EmergencyBnB aims to bring Airbnb-like service to society's most vulnerable.

ByABC News
August 22, 2016, 3:47 PM
Amr Arafa is developing a website he calls EmergencyBnB.
Amr Arafa is developing a website he calls EmergencyBnB.
Benjamin Burgess for Street Sense

— -- Apps like Airbnb and Uber have revolutionized the way many of us find travel lodging and get around town, connecting us to others who are willing to rent a room or a ride at cut rates.

Now, a Washington, D.C., resident is hoping to bring some of society’s most vulnerable people into the sharing economy by creating a website to connect refugees and victims of domestic violence with people willing to offer a safe place to stay until they can get on their feet.

Kuwait-born Amr Arafa told ABC News that the idea came to him when he began seeing news reports last year about refugees fleeing violence in the Middle East.

“Clicking and sharing to spread the word is a bare minimum, donating money is a step up,” he told ABC News. “But dedicating your core competency, whatever it is, towards a cause really does make a difference.”

So, late last year, he began coding the site he now calls EmergencyBnB.

PHOTO: Refugees prepare to cross a street as they leave a building of the Greek Asylum service in Athens, Aug. 19, 2016.
Refugees prepare to cross a street as they leave a building of the Greek Asylum service in Athens, Aug. 19, 2016.

The site is still very much in its infancy, he said, and he is in the midst of redesigning it to make it more user-friendly.

The service connects users directly, so he said he has no way of monitoring how many connections have been made through the service. However, he said that he has personally hosted a handful of people in recent months that found him through the site.

Among them was a Syrian couple who stayed at his apartment for two weeks while he was travelling, he said. The couple, who were living in Texas, needed a place to stay while a court in the Washington-area determined their asylum status, Arafa said.

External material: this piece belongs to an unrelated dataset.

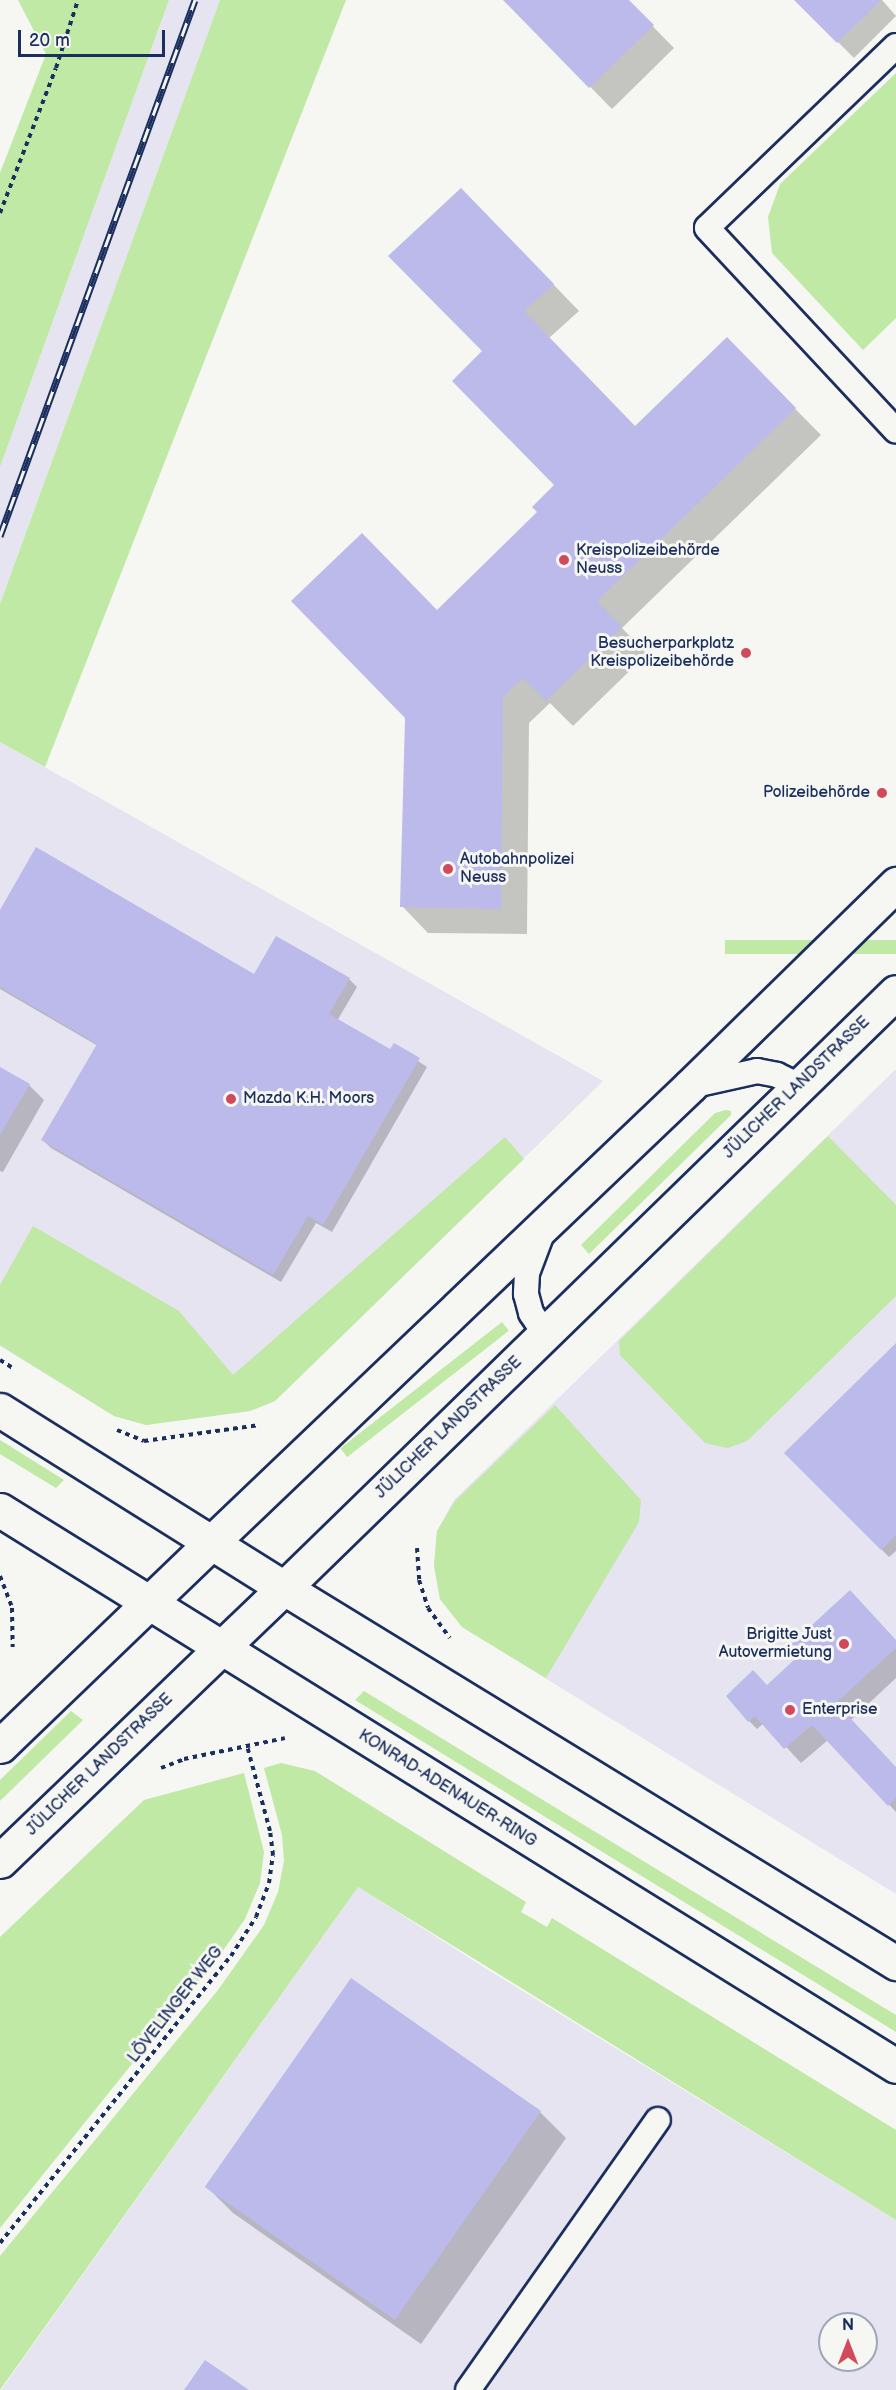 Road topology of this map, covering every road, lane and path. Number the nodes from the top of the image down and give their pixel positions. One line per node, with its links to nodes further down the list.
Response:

PHOTO: Migrants and refugees board a train heading to Serbia from the Macedonian-Greek border near Gevgelija, Feb. 14, 2016.
Migrants and refugees board a train heading to Serbia from the Macedonian-Greek border near Gevgelija, Feb. 14, 2016.

Arafa also said an eastern European woman and her child had stayed with him after fleeing what they claimed was violence at home.

“I started with refugees and domestic violence victims due to the exigent nature of their need,” he said. “I plan to expand to other vulnerable categories as the website scales.”

In the future, Arafa said he hopes that the service will be able to work with the government and nonprofit sector to help find placements for refugees when they first enter the U.S.